Commonly referred to as rotifers.

Represented world wide and predominantly found in freshwater environments. Species are also found in marine and terrestrial environments.


An elongated or saccate (sac or pouch like) multicellular organism found mostly in freshwater environments, however marine and even terrestrial species are known. Latin for "Wheel Bearer", Rotifera are so named due to a ciliated oral structure known as a corona, a common characteristic of the phylum. A very diverse group of animals ranging in size from 0.05 to 2mm [1], typically free swimming although attached and crawling species have been identified. Rotifers are a commercially important species due to their wide acceptance by many cultured organisms as a "first food", used extensively in aquaculture and fish breeding for nauplii and larvae development.

Captive Care

Easily cultured in small volume containers through to large intensive aquaculture systems and prefer low flow, high flow can inhibit feeding. Require little to no lighting. Voracious feeders, rotifers can quickly multiply and entirely consume cultured algae blooms in aquaculture ponds. Their diet primarily consists of algae, bacteria, diatoms and organic particulates. Rotifers can grow and reproduce at a phenomenal rate with doubling rates ranging from 5 days down to as little as 9 hours [2].
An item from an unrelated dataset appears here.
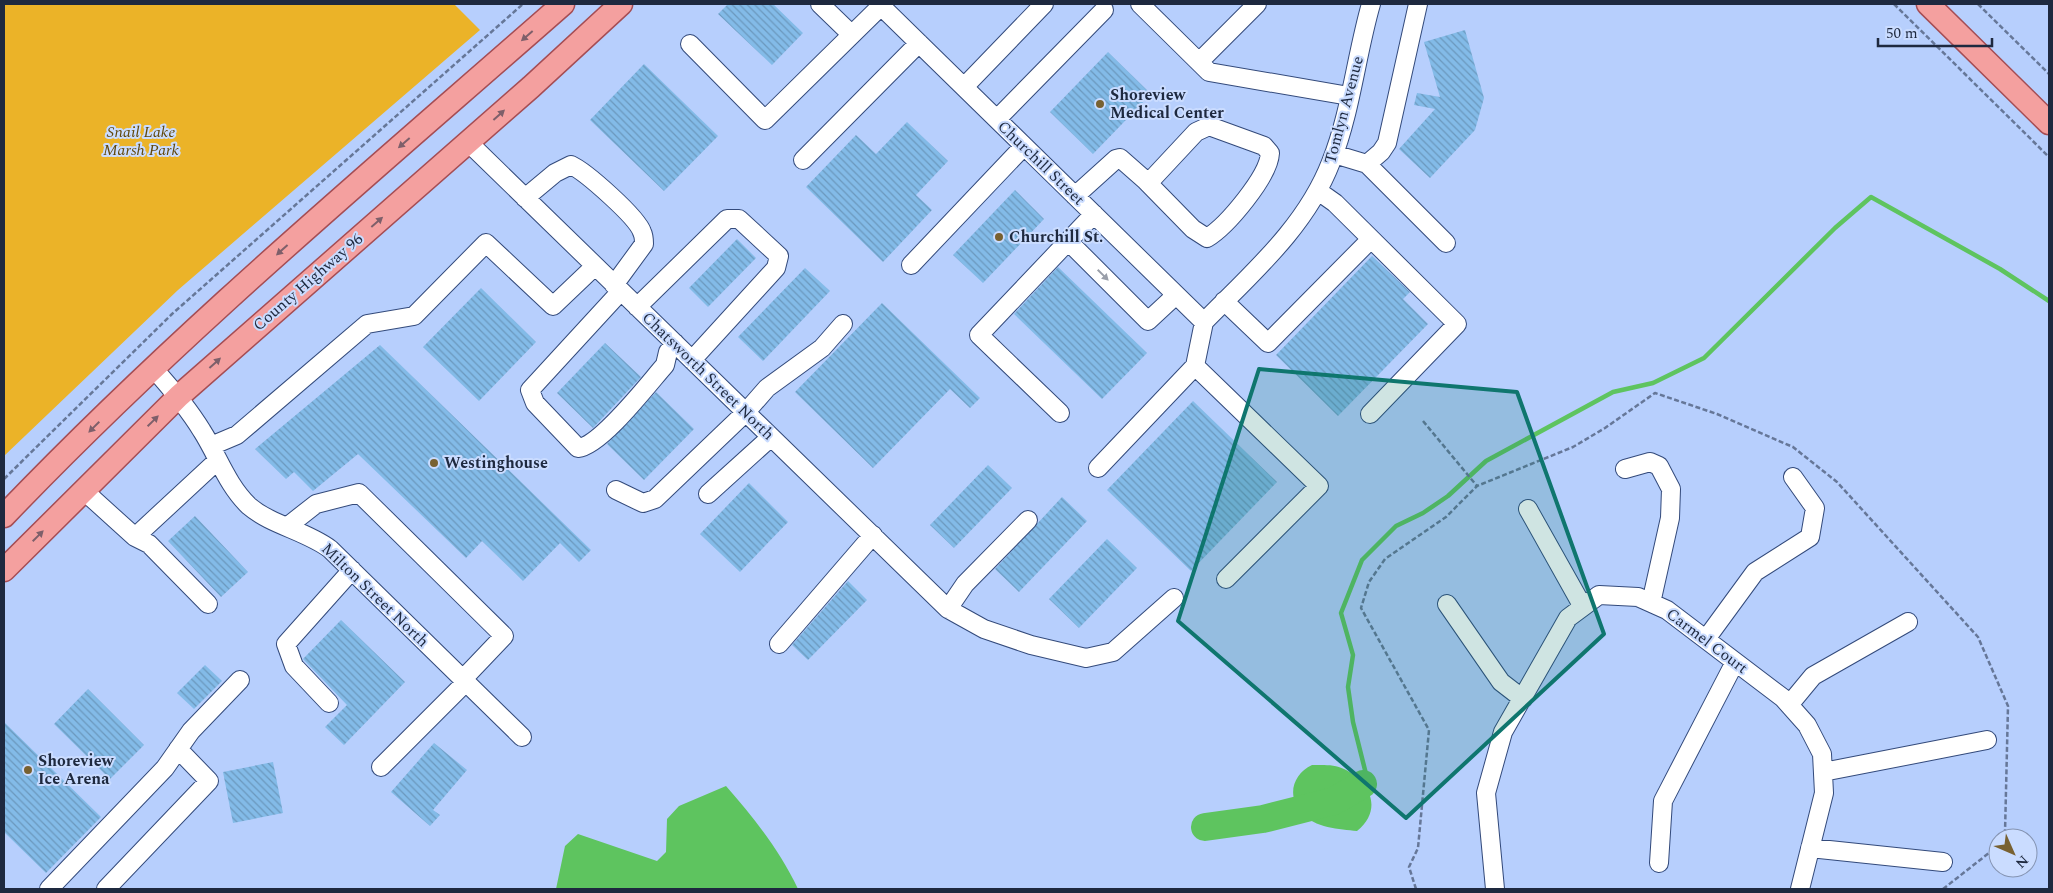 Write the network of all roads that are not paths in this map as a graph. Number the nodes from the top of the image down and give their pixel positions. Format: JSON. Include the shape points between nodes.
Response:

Culturing rotifers requires a starter culture of rotifers, a food source (algae, yeast, etc), a container, water and air pump. Add rotifers to the water filled container with low, gentle aeration, feed regularly and consistently (cultures may crash if the food source is depleted). Feeding example: 1ml of algae concentrate per litre, per day. Harvest the rotifers regularly, from 1/3 to 1/2 of the culture per day, by draining the container by the harvested volume and refilling with new water and feed. Regular and consistent feeding and harvesting will allow the culture to reach an equilibrium point based upon the amount of feed input and organisms harvested. Containers should be kept reasonably clean to avoid a build up of ciliates, cultures should be strained, containers cleaned and refilled and cultures restarted with fresh feed. Lighting is not a requirement. Heating may be required to keep optimum metabolism and reproduction rates (~25C).





  1. (Campbell 1992): Campbell, N., Biology, 3rd ed., The Benjamin/Cummings Publishing Company, 1992.
  2. (Landau 1992): Landau, M., Introduction to Aquaculture, John Wiley and Sons, 1992

Invertebrate Zoology, Edward Ruppert and Robert Barnes, Saunders College Publishing, 1994.